Reproduce all lines of the listing below in which the word "place" occurs.

*** Data for processing

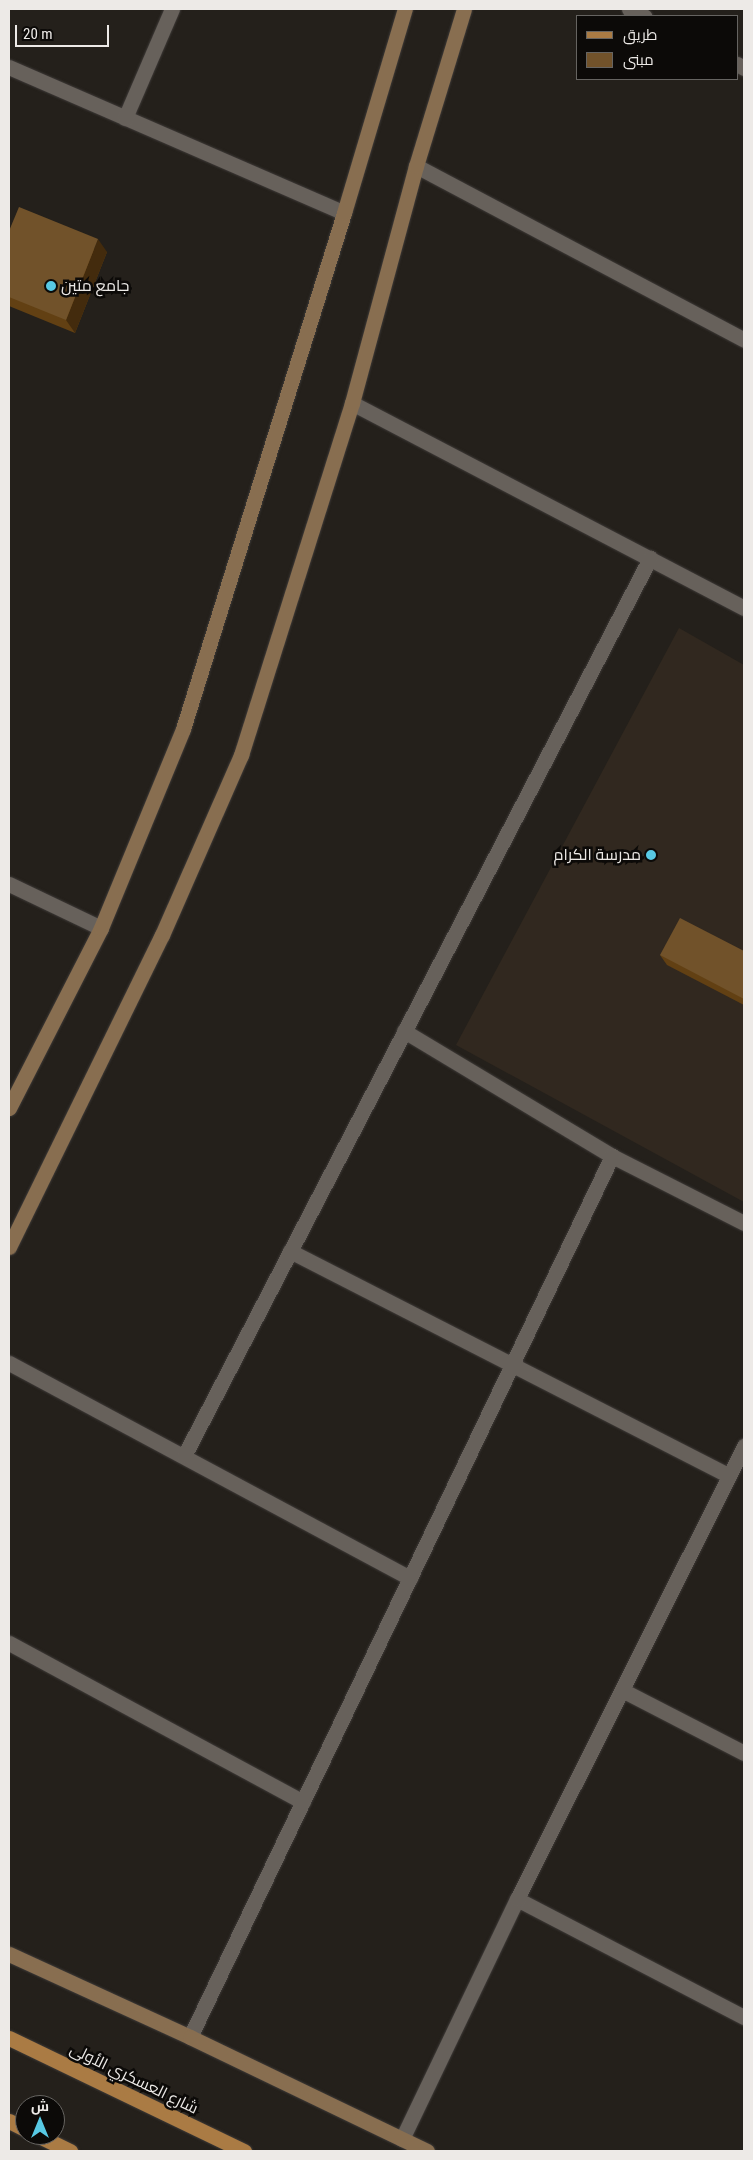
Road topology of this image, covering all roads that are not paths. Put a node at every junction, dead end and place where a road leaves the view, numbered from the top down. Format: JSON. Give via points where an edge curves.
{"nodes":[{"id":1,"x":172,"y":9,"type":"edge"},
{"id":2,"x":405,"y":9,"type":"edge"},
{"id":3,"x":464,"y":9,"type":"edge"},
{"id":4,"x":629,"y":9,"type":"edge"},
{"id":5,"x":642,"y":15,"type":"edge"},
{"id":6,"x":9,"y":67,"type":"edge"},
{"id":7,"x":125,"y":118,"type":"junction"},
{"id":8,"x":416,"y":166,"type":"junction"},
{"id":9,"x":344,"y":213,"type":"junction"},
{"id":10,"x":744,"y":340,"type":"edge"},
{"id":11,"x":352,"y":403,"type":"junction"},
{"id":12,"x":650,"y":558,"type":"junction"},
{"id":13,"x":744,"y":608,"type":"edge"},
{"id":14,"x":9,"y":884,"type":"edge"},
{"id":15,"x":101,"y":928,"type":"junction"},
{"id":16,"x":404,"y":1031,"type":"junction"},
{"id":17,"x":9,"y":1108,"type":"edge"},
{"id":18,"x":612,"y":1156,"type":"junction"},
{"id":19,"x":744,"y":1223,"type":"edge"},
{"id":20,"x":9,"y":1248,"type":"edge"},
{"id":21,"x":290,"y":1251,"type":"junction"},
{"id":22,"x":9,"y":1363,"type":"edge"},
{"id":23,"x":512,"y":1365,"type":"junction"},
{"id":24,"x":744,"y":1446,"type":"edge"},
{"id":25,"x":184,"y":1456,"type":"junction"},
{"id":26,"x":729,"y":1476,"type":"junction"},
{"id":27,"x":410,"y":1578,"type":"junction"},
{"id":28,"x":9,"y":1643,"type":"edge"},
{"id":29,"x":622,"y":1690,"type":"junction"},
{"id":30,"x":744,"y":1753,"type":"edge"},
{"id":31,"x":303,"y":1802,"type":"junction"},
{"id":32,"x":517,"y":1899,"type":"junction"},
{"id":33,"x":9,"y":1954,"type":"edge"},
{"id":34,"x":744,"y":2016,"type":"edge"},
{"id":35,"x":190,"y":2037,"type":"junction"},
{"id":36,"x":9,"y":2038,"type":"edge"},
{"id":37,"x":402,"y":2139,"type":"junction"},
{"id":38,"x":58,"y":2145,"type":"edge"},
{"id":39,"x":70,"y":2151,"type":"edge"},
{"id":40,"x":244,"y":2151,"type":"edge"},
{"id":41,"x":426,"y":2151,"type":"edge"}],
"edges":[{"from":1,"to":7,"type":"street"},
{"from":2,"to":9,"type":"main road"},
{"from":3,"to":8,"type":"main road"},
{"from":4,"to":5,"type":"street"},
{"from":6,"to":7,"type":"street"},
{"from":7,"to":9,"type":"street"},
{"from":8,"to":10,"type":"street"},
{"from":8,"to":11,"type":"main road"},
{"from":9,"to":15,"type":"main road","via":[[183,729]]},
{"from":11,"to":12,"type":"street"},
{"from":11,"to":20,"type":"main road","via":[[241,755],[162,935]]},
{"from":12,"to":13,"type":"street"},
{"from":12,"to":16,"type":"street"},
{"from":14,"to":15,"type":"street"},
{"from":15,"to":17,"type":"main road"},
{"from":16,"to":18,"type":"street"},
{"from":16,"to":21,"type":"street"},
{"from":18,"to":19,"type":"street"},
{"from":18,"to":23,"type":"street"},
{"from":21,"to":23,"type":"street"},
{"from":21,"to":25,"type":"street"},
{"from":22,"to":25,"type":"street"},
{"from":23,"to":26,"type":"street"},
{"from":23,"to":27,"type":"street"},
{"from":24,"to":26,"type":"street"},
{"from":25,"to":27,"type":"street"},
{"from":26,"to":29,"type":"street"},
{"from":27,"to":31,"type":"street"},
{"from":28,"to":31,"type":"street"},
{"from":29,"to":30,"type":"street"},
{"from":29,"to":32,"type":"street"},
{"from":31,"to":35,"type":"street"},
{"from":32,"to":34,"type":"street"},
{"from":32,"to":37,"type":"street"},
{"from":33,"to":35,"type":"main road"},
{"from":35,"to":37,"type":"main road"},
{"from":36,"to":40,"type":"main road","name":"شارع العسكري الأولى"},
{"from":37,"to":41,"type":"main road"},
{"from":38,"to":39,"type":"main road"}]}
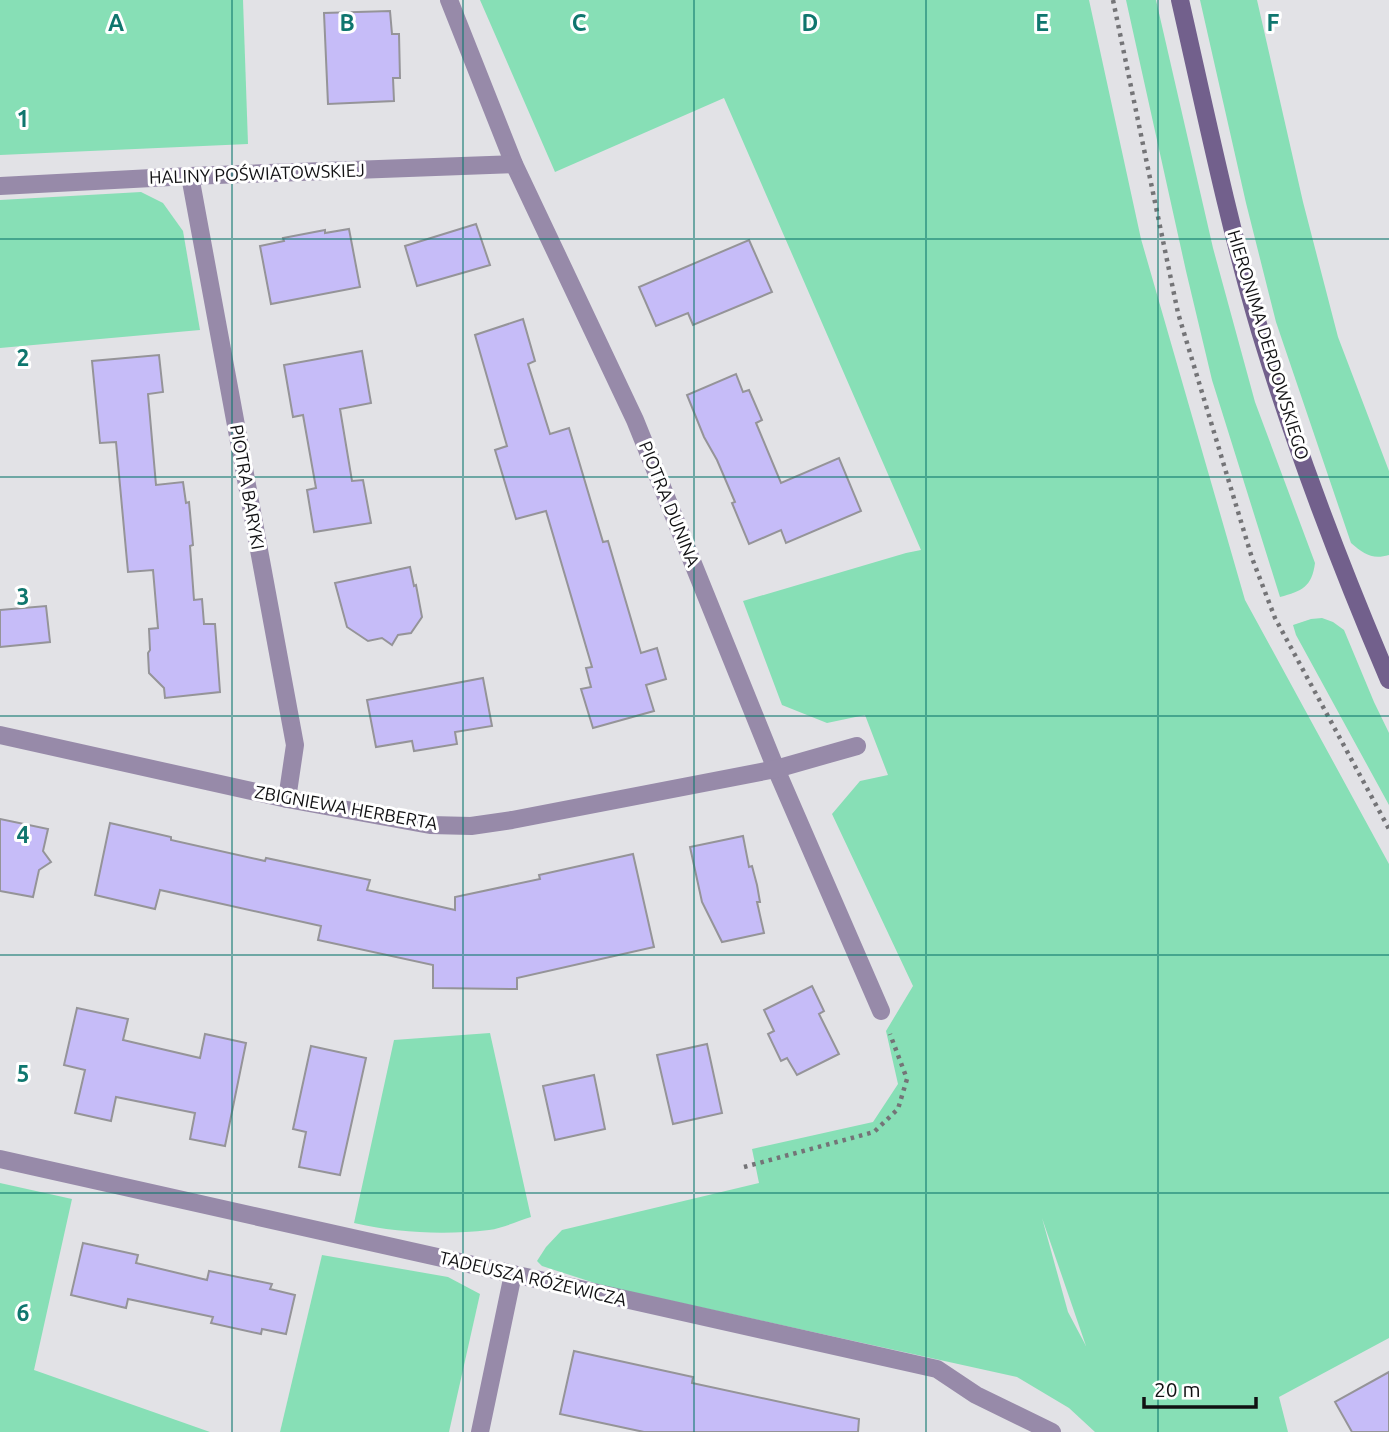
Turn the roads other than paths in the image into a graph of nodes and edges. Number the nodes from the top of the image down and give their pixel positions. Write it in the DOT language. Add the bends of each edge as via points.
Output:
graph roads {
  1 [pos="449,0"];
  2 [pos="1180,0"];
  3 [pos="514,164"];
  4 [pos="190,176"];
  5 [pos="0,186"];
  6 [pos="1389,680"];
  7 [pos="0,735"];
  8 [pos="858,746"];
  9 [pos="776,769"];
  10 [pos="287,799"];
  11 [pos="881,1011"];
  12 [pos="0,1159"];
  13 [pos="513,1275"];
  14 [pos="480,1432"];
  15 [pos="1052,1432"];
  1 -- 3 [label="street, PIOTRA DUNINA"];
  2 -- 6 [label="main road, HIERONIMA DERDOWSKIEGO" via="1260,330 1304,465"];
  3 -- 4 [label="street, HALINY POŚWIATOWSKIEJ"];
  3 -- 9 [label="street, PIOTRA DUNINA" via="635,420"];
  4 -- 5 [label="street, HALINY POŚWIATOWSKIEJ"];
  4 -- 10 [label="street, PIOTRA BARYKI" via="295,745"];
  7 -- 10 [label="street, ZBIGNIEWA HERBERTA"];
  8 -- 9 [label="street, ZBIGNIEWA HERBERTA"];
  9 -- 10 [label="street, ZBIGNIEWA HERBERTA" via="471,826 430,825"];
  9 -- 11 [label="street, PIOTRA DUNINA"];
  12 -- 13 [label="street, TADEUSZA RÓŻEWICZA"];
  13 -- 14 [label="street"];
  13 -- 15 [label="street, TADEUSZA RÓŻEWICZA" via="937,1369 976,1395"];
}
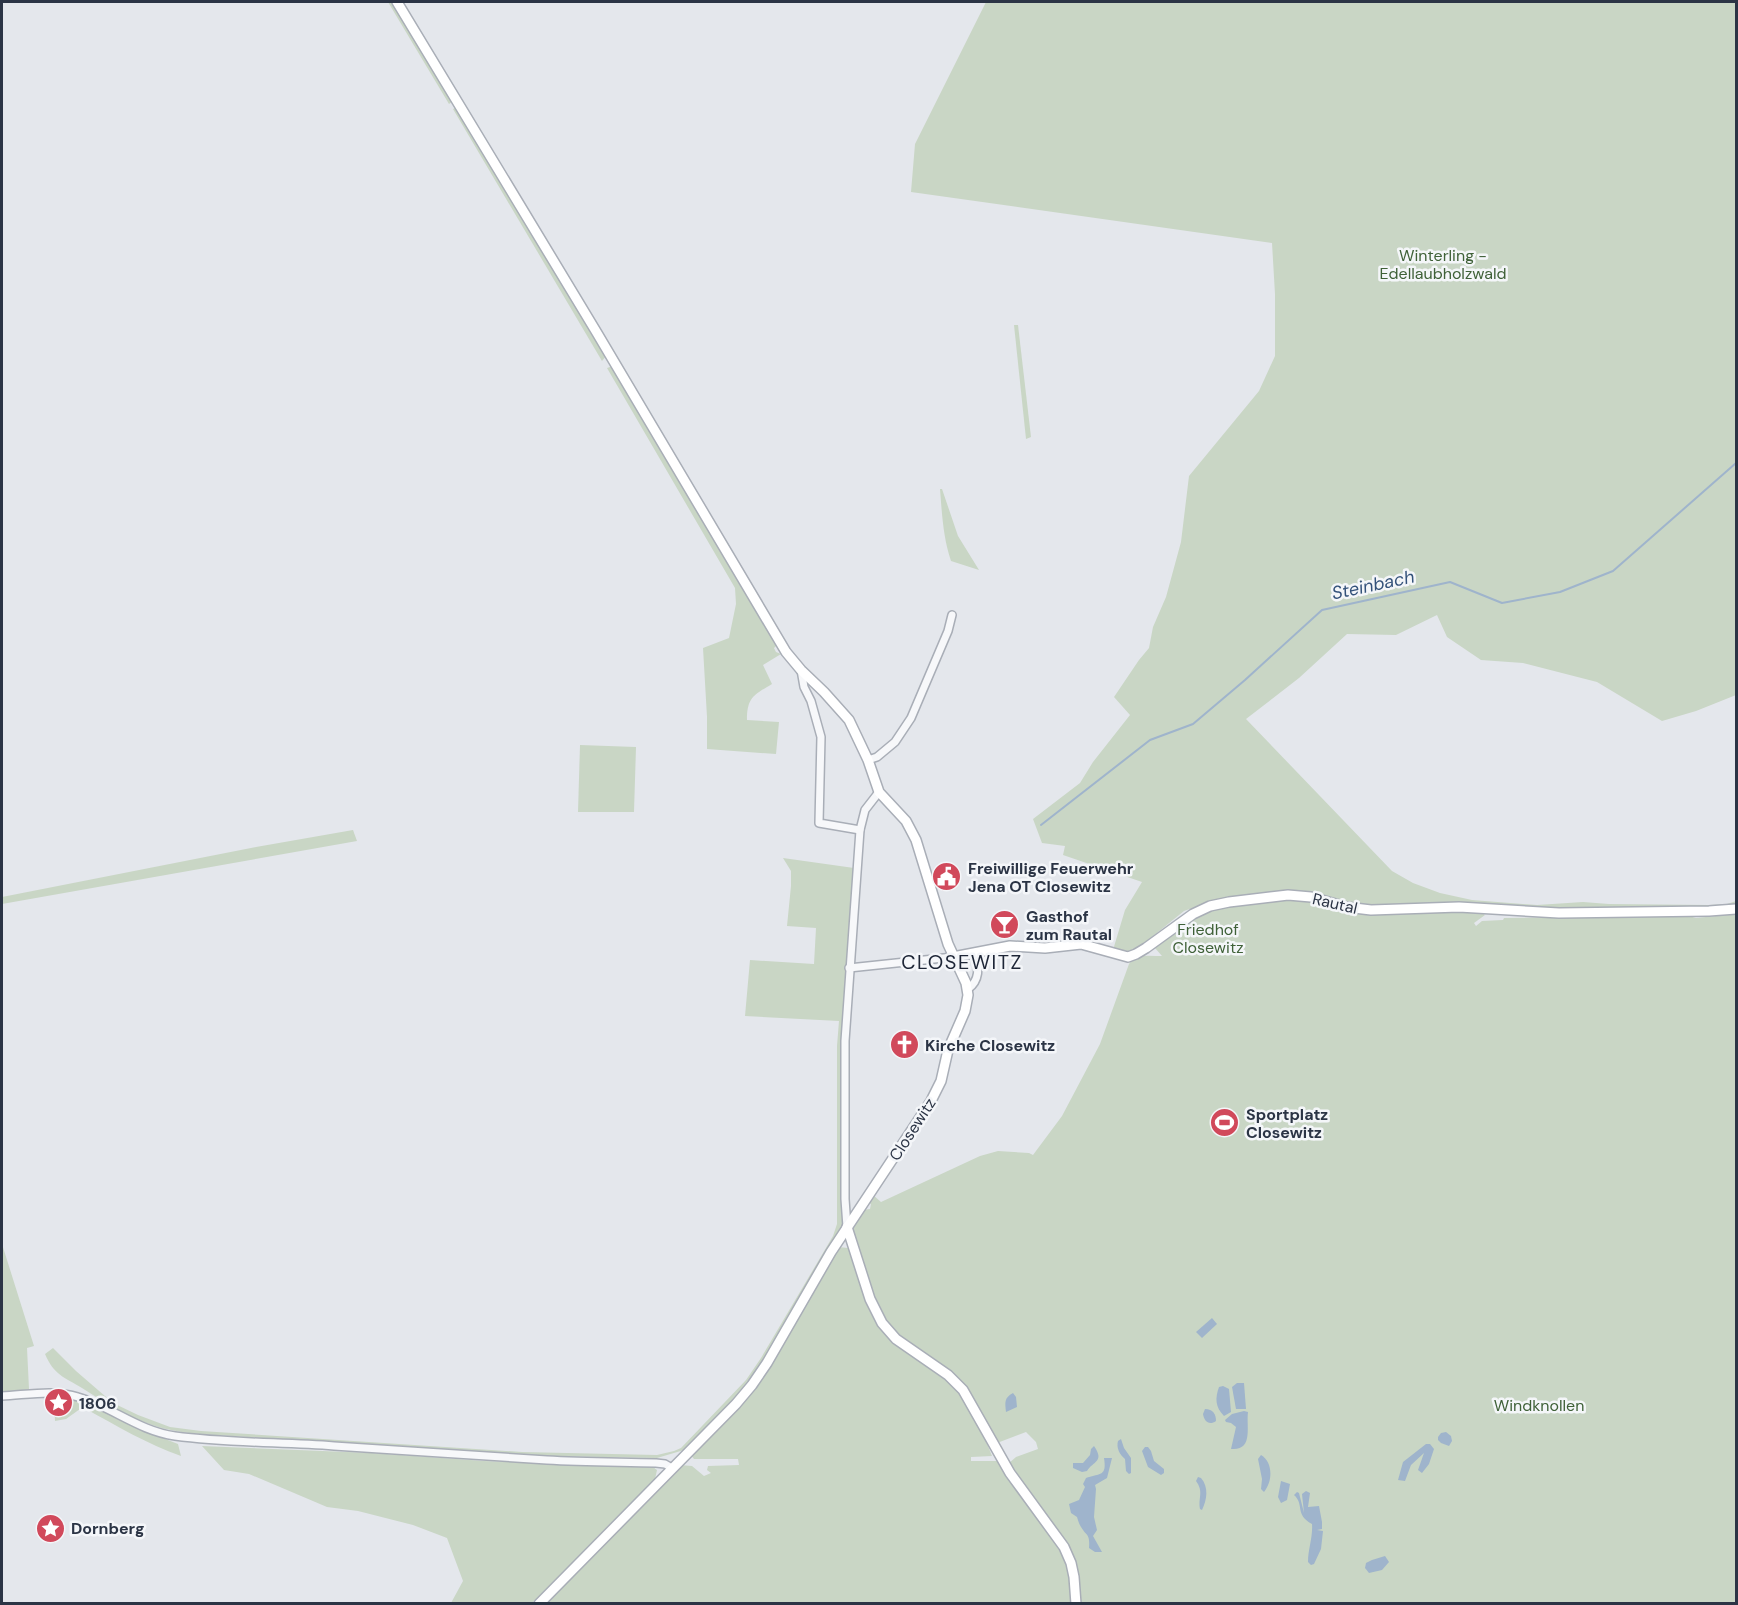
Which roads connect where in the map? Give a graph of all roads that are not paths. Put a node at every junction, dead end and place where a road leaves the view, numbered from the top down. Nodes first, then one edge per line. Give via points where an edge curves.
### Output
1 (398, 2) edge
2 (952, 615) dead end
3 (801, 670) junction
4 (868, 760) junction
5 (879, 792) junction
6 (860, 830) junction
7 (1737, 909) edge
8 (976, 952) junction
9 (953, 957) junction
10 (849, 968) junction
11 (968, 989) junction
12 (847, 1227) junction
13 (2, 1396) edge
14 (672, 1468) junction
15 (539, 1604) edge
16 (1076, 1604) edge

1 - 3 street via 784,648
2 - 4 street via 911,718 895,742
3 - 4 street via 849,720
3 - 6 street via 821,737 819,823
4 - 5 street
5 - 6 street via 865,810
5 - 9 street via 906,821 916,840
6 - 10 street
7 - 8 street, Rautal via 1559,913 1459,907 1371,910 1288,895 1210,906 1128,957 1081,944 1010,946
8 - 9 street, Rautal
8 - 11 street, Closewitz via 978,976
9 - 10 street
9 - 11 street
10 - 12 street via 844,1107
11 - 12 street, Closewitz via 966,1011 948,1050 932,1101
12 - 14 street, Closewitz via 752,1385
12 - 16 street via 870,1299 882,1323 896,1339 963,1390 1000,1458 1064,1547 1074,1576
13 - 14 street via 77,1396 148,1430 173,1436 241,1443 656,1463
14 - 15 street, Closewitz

******

- Reply to the task:
Road topology of this image, covering all roads that are not paths. Put a node at every junction, dead end and place where a road leaves the view, numbered from the top down. Format: JSON. Give via points where an edge curves.
Which roads connect where in the map? Give a graph of all roads that are not paths. Put a node at every junction, dead end and place where a road leaves the view, numbered from the top down. Nodes first, then one edge per line. Give via points where an edge curves.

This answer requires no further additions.